A General Overview of Adaptive Randomization Design for Clinical Trials
- *Corresponding Author:
- Jianchang Lin
Takeda Pharmaceutical Company Limited
Cambridge, MA, USA
E-mail: jianchang[email protected]
Received Date: March 25, 2016; Accepted Date: April 14, 2016; Published Date: April 21, 2016
Citation: Lin J, Lin LA, Sankoh S (2016) A General Overview of Adaptive Randomization Design for Clinical Trials. J Biom Biostat 7:294. doi:10.4172/2155-6180.1000294
Copyright: © 2016 Lin J, et al.This is an open-access article distributed under the terms of the Creative Commons Attribution License, which permits unrestricted use, distribution, and reproduction in any medium, provided the original author and source are credited.

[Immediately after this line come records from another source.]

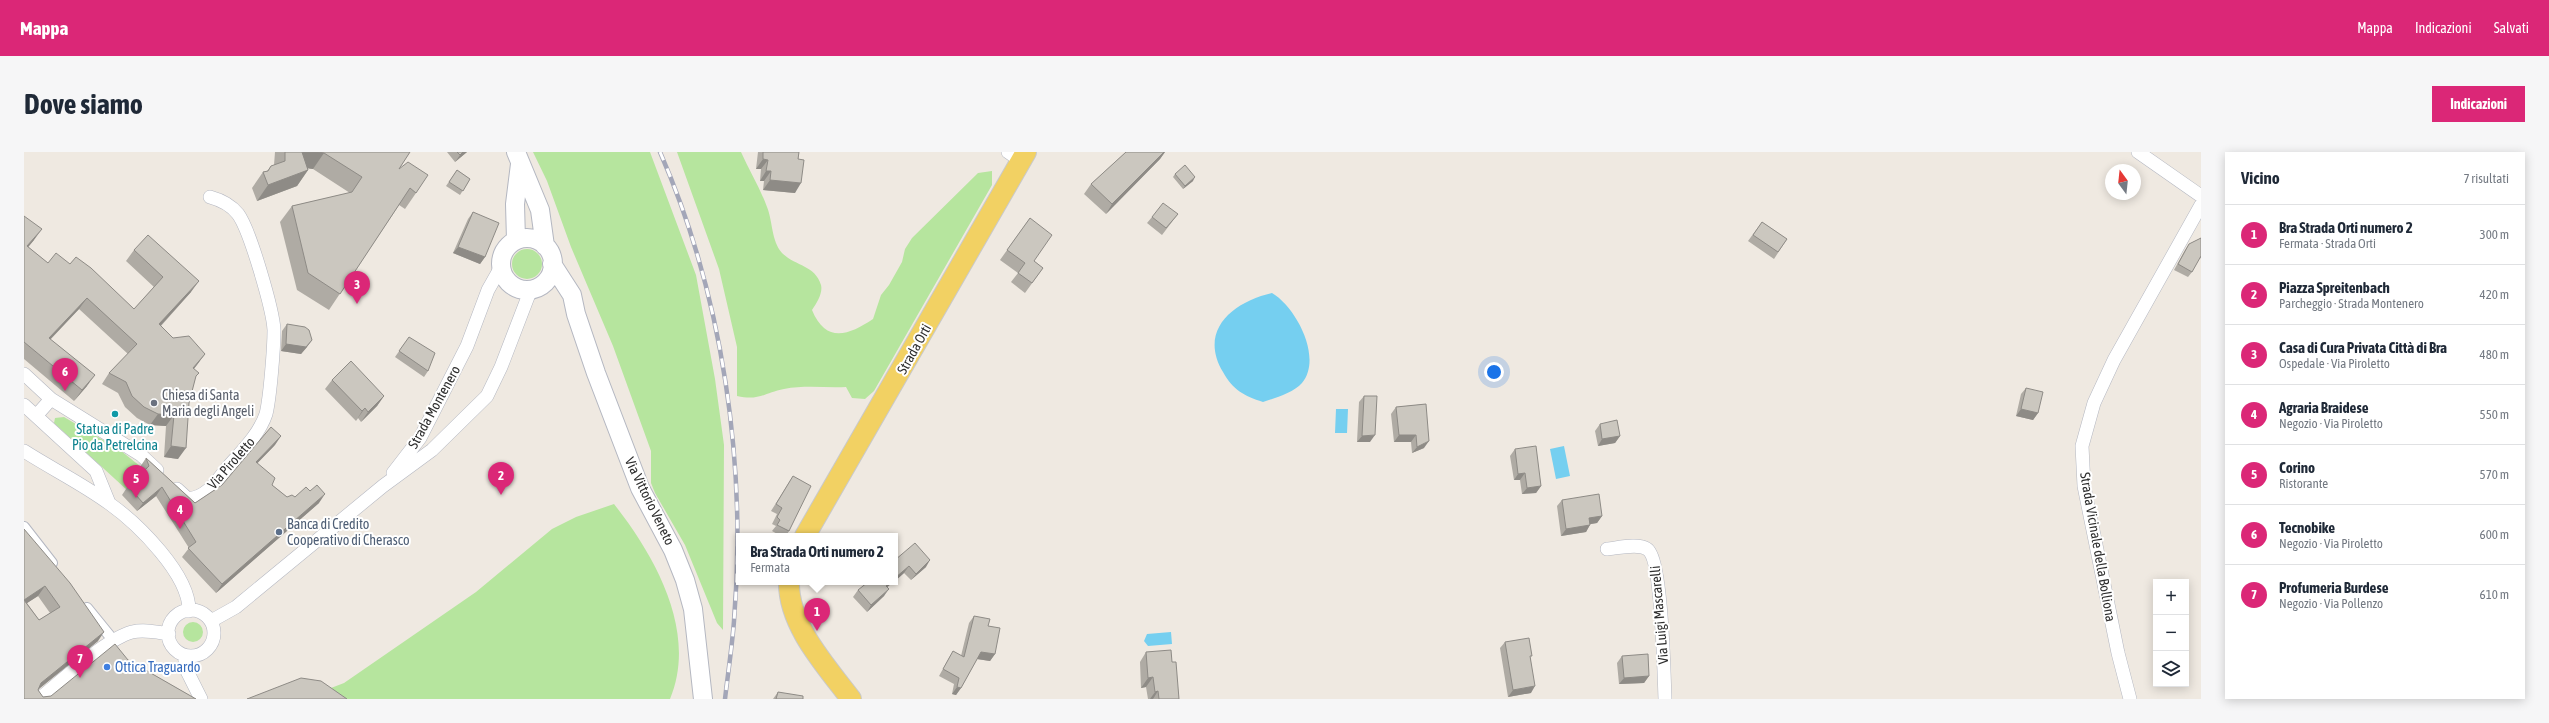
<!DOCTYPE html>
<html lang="it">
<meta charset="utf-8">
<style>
:root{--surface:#fff;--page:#f6f6f7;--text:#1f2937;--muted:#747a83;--line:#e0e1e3;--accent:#db2777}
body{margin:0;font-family:"Asap Condensed",sans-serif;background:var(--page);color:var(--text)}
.controls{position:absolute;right:12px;bottom:12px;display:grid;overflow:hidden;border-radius:0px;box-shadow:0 2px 10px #0003}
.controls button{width:36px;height:36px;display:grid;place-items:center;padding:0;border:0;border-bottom:1px solid var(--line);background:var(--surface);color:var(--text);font:20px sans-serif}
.compass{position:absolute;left:2081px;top:12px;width:36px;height:36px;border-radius:50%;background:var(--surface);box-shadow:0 2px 10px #0003;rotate:345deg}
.you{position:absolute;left:1470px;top:220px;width:14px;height:14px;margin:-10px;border:3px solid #fff;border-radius:50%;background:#1a73e8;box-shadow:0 0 0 6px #1a73e833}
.badge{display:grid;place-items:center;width:26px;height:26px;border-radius:50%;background:var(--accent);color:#fff;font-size:13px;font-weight:700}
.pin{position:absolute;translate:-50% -33px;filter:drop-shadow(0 1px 2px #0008)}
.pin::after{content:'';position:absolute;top:21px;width:14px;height:12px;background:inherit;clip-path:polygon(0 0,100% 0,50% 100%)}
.popup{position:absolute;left:712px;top:381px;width:162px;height:52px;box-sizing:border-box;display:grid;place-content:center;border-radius:0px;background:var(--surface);filter:drop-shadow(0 1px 3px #0005);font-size:13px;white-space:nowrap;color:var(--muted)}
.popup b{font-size:15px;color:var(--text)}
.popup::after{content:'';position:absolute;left:50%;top:100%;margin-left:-8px;border:8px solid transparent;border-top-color:var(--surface)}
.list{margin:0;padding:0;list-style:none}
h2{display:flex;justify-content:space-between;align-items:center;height:52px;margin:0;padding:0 16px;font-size:17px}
h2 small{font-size:13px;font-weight:400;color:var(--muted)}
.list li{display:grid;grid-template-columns:26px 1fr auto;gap:12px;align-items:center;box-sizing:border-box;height:60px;padding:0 16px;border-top:1px solid var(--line)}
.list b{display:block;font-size:15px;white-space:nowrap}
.list p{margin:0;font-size:13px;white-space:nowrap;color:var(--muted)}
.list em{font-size:13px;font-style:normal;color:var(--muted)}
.icon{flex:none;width:22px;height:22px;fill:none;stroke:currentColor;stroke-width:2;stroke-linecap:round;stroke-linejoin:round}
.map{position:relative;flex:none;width:2177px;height:547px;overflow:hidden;border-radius:0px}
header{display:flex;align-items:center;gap:24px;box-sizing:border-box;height:56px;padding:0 20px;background:var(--accent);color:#fff}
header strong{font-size:19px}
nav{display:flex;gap:22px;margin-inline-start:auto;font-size:14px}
.intro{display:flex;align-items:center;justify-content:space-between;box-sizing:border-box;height:96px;padding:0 24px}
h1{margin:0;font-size:28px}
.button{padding:10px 18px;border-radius:0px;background:var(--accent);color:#fff;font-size:14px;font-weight:700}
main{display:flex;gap:24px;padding:0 24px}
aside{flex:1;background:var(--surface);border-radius:0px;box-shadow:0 2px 10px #0003}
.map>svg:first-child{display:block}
</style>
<header>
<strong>Mappa</strong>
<nav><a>Mappa</a><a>Indicazioni</a><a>Salvati</a></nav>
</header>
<div class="intro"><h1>Dove siamo</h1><a class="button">Indicazioni</a></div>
<main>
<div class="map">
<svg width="2177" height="547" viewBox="0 0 2177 547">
<rect width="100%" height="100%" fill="#efe9e1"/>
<path fill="#b6e59e" d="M509,0H626L672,123L691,227L700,293L699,478L693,471L661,393L631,341L627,331V299L589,194L547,95L523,29Z
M653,0H717C725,18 736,36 743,55C749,70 747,88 758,101C771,114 791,113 797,133C799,141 793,151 788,158C802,192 825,183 849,167L857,143L865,133L878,110L881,97L888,86L954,21L968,19V33L850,239L841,247L828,246L822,235C801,236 781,233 760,237C740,241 735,249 713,244V195L695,117Z
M488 112a15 15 0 1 1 30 0a15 15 0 1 1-30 0Z
M40,265L96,298L122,319L103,338L30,271L31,266Z
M590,352C631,404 674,480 646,547H321L307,536L320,531L452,440L528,377L552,365Z
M159 480a10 10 0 1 1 20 0a10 10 0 1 1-20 0Z"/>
<path fill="#75cff0" d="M1248,141C1272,155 1299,206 1278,231C1269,241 1251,246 1239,250C1220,244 1209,238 1199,220C1174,178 1209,150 1248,141Z
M1312,257H1324L1323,281H1311Z
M1540,294L1546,324L1532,327L1526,297Z
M1147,480L1148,492L1124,494L1120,489L1123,482Z"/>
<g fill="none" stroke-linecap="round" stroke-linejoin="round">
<defs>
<path id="pedestrian" d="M0,375L28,411
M63,456L89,488"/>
<path id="minor" d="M984,0L997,9
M2114,0L2177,44
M0,222L27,247L12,264
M27,247L117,303L133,318
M0,253L72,319L85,351
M0,299C28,317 59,332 86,352C114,372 166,423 165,459
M369,321L396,286L443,194L464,138L477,115
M153,337L164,347C183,345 192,330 203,316C217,300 235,283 242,262C246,246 250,196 250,178C249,158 226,78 214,62C207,53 197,48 186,45
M1583,397C1594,396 1614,391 1623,397C1638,406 1640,524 1641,547
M144 481a23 23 0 1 1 46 0a23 23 0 1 1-46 0Z
M187,469L212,455L359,334L408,298L463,244L477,215L507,137
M160,503L163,519L177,547
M15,547C39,528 80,488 108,480C120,477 132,480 145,482
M2106,547L2094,501L2060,334L2058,294L2070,251L2090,208L2177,53"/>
<path id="secondary" d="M492,0L516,58L521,94
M477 112a26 26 0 1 1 52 0a26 26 0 1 1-52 0Z
M492,88L491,52L496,12
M528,112L548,143L552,162L572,221L616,336L649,398L661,428L669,457L679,547"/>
<path id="primary" d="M781,384L1002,0
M765,430C764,473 802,514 827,547"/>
</defs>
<use href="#pedestrian" stroke="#b4b7c1" stroke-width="12"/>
<use href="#minor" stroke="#b4b7c1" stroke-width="14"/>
<use href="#secondary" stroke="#b4b7c1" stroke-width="20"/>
<use href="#primary" stroke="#c9c9c9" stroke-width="22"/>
<use href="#pedestrian" stroke="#fff" stroke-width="10"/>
<use href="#minor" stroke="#fff" stroke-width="13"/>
<use href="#secondary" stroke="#fff" stroke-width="18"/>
<use href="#primary" stroke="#f2d163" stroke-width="20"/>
<defs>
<path id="rail" d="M636,0C699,144 723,313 710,469C708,495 704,521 701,547"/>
</defs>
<use href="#rail" stroke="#a3a6b8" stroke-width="4.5"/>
<use href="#rail" stroke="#fff" stroke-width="3" stroke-dasharray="9" stroke-linecap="butt"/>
</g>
<path fill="#afaba4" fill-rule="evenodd" d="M251,0H386L375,17L392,41L381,57L375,53L305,158L273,138L256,70L268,54L326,41L289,17L283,16L284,18L273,34L233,49L228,36L239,20L243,19L247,14L250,13Z
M423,0H443L431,10Z
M734,0H775L771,41L739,38L740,29H736L737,17H732Z
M1102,0H1141L1136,7L1082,62L1060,42L1067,32Z
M433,18L446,27L436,43L422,34Z
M1151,22L1169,29L1159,37L1149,25Z
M449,60L461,105L456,112L429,101L444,67Z
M1154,62L1138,83L1123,71L1128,65Z
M0,64L10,88L4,95L24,111L46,112L110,157L130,135L102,109L110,98L167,140L137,174L149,186L181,202L170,216L171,226L165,251L154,307L140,305L142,274L126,273L113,266L101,255L94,241L78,232L85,221L104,202L55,157L26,188L63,234L50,249L0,207Z
M1006,66L1010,109L1019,116L1001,141L987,130L994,121L976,108Z
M1738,70L1763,87L1750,107L1724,89Z
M2177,86V106L2175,107L2168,120L2164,125L2150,118L2161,98L2165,92Z
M263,172L283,195L277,202L257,199L258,179Z
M385,185L404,219L400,225L371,205Z
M308,228L360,244L353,254L337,270L334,266L332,269L301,237Z
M2002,236L2014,261L2009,268L1992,264L1997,242Z
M1340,244L1346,290H1333L1335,250Z
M1402,252L1400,296L1388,301L1387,290H1370L1367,262L1372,255Z
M1576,272L1596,284L1591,291L1574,294L1571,279Z
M251,293L233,311L248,333L263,345H271L295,351L192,441L158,405L165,396L132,344L113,359L98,343L104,334L118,320L116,315L122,306L171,351L198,333Z
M1491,297L1517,334L1512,341L1498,342L1496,328H1490L1486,304Z
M769,324L765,379L762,384H757L748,379L752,374L748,372L753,362L747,359Z
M1538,348L1578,364L1573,371L1566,372L1562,380L1537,384L1533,354Z
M0,377L74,489L14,537V538L19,545L27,544L104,508L172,547H0ZM14,444L26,461L15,468L3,451Z
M871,408L902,415L887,428L880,421L871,429Z
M863,435L860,444L843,460L829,445L834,438Z
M950,464L964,474L971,502L966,509L953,507L937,536L932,543L928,542L930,532L915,524L925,506L929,499L937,504L945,471Z
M1481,490L1507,506V541L1484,545L1476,496Z
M1122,500L1148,510L1155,547H1124L1122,535L1117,536L1116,510Z
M1598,504L1625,524L1620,531L1595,532L1593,511Z
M754,540L779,547H749Z"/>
<path fill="#8e8b86" d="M276,0H294L300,1L289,17L266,14Z
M439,0H443L431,10L436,3Z
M1140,0H1141L1136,7L1082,62L1088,52Z
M739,7L744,8L737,17H732Z
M284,18L273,34L233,49L244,33Z
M742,19H747L740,29H736Z
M1171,25L1169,29L1159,37L1161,34Z
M746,28L777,31L771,41L739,38Z
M18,77L10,88L0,100L3,94Z
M434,95L461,105L456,112L429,101Z
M175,129L167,140L128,183L135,172Z
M63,146L55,157L17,197L25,186Z
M288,188L283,195L277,202L257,199L262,192Z
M181,202L173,213L162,227L169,216Z
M71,223L63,234L50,249L58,238Z
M360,244L353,254L337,270L344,260Z
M341,256L334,266L332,269L338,259Z
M1997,257L2014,261L2009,268L1992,264Z
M134,262L150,263L142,274L126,273Z
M1351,283L1346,290H1333L1338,284Z
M1375,283H1392L1387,290H1370Z
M257,284L251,293L226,319L232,310Z
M1596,284L1591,291L1574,294L1578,287Z
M1405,289L1400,296L1388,301L1393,295Z
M147,294L162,296L154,307L140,305Z
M1501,321L1496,328H1490L1494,322Z
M1517,334L1512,341L1498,342L1503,336Z
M138,335L132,344L113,359L119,351Z
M301,342L295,351L192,441L198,432Z
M1578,364L1573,371L1561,373L1565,366Z
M1566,373L1562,380L1537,384L1542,377Z
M906,408L902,415L887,428L892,422Z
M885,414L880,421L871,429V426Z
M867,430H869L857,441L862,434Z
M21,434L14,444L0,453V448Z
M865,437L860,444L843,460L847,453Z
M80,480L74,489L10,541L17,531Z
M957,500L971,502L966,509L953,507Z
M1625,524L1620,531L1595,532L1600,526Z
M1129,525L1122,535L1117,536L1124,526Z
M1511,534L1507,541L1484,545L1489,538Z
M933,535L937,536L932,543L928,542Z
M1134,539L1129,547H1126L1131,540Z"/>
<path fill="#cbc7bf" stroke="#8e8b86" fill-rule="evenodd" d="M261,0H278L284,18L244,33L239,20L244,19L247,14L261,9Z
M294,0H386L375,17L384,10L404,23L392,41L386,36L316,142L284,121L268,54L328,40L338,25L300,1Z
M433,0H439L436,3Z
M739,0H775L774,7L780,8L777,31L746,28L747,19H742L744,8L739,7Z
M1102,0H1140L1088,52L1067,32Z
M1161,13L1171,25L1161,34L1151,22Z
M433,18L446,27L439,39L425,30Z
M1139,51L1154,62L1142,76L1128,65Z
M449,60L475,71L461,105L434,95Z
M0,64L18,77L3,94L24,111L32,101L46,112L52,105L67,116L110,157L139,125L110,98L124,83L175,129L135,172L149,186L165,184L181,202L169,216L175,221L172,224L165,251L162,296L147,294L150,263L134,262L120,255L108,244L102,230L85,221L113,192L63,146L25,186L71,223L58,238L0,190Z
M1006,66L1028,83L1010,109L1019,116L1008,131L994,121L1001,111L983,98Z
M1738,70L1763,87L1754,100L1729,83Z
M2177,86V104L2168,120L2154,112L2165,92Z
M263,172L281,175L285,178L288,188L282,195L262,192Z
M385,185L411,201L404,219L375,199Z
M327,209L360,244L344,260L341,256L338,259L308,228Z
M2002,236L2019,240L2014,261L1997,257Z
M1340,244H1353L1351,283L1338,284Z
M1402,252L1405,289L1393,295L1392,283H1375L1372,255Z
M1593,268L1596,284L1578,287L1576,272Z
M247,275L257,284L232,310L251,326L248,333L263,345L268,343L271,345L282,335L286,339L293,333L301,342L198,432L164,396L172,390L138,335L119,351L104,334L125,314L122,306L171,351L198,333Z
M1512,294L1517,334L1503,336L1501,321L1494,322L1491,297Z
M769,324L787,334L765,379L753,373L756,368L753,365L758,356L752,352Z
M1575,342L1578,364L1565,366L1566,373L1542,377L1538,348Z
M0,377L46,431L80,480L17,531L14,538L19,545L27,544L91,492L104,508L172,547H0ZM21,434L36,455L15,468L0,448Z
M891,391L906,408L892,422L885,414L871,426V408Z
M844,430H867L862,434L865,437L847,453L834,438Z
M950,464L966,467L964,474L976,476L971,502L957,500L937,536L933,535L935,526L919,517L929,499L940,505Z
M1505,486L1508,504H1506L1511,534L1489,538L1481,490Z
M1147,498L1148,510H1152L1155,547H1135L1134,539L1131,540L1129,525L1124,526L1122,500Z
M1624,502L1625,524L1600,526L1598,504Z
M277,526L297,529L323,547H223Z
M754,540L779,544V547H752Z"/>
<circle fill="#6b7280" stroke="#fff" stroke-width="1.5" cx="130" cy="251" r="4"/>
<circle fill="#0f9aa8" stroke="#fff" stroke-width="1.5" cx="91" cy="262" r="4"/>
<circle fill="#5c6f8a" stroke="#fff" stroke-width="1.5" cx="255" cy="380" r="4"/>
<circle fill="#3f7fe0" stroke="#fff" stroke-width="1.5" cx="83" cy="515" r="4"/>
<g text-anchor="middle" stroke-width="4" stroke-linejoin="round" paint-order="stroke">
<g font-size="14" fill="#2e2e2e" stroke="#fff">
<text transform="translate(890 197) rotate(-61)" y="5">Strada Orti</text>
<text transform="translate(410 255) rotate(-61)" y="5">Strada Montenero</text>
<text transform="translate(207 311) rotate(-49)" y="5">Via Piroletto</text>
<text transform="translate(626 349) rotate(64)" y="5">Via Vittorio Veneto</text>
<text transform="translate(2074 395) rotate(80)" y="5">Strada Vicinale della Bolliona</text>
<text transform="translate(1635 463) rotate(-95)" y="5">Via Luigi Mascarelli</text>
</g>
<g font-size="14" fill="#5b616d" stroke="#fff" text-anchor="start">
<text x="138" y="248">Chiesa di Santa<tspan x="138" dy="16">Maria degli Angeli</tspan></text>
</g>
<g font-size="14" fill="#0d838f" stroke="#fff">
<text x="91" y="282">Statua di Padre<tspan x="91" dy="16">Pio da Petrelcina</tspan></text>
</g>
<g font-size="14" fill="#4e5e75" stroke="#fff" text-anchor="start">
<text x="263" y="377">Banca di Credito<tspan x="263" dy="16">Cooperativo di Cherasco</tspan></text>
</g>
<g font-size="14" fill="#366cbe" stroke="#fff" text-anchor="start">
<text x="91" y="520">Ottica Traguardo</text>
</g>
</g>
</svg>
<div class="controls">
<button>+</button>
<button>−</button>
<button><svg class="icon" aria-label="layers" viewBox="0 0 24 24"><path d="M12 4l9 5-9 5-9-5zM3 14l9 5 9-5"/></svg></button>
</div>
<svg class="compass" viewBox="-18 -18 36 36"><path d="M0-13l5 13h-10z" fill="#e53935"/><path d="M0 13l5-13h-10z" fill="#747a83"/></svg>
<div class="you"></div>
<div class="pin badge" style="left:793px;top:479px">1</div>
<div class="popup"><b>Bra Strada Orti numero 2</b>Fermata</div>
<div class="pin badge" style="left:477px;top:343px">2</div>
<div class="pin badge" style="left:333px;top:152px">3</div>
<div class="pin badge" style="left:156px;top:377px">4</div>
<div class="pin badge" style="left:112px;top:346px">5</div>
<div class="pin badge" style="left:41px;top:239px">6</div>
<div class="pin badge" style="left:56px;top:526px">7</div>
</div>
<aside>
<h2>Vicino<small>7 risultati</small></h2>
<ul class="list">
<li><span class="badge">1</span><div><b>Bra Strada Orti numero 2</b><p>Fermata · Strada Orti</p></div><em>300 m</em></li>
<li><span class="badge">2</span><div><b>Piazza Spreitenbach</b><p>Parcheggio · Strada Montenero</p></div><em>420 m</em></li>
<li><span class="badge">3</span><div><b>Casa di Cura Privata Città di Bra</b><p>Ospedale · Via Piroletto</p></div><em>480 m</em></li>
<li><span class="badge">4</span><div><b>Agraria Braidese</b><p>Negozio · Via Piroletto</p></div><em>550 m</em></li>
<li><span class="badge">5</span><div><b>Corino</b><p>Ristorante</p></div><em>570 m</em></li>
<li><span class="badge">6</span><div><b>Tecnobike</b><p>Negozio · Via Piroletto</p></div><em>600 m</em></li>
<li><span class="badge">7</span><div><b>Profumeria Burdese</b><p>Negozio · Via Pollenzo</p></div><em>610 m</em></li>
</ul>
</aside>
</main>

With the recent release of FDA draft guidance (2010), adaptive designs, including adaptive randomization (e.g. response-adaptive (RA) randomization) has become popular in clinical trials because of its advantages of flexibility and efficiency gains, which also have the significant ethical advantage of assigning fewer patients to treatment arms with inferior outcomes. In this paper, we presented a general overview of adaptive randomization designs for clinical trials, including Bayesian and frequentist approaches as well as response-adaptive randomization. Examples were used to demonstrate the procedure for design parameters calibration and operating characteristics. Both advantages and disadvantages of adaptive randomization were discussed in the summary from practical perspective of clinical trials.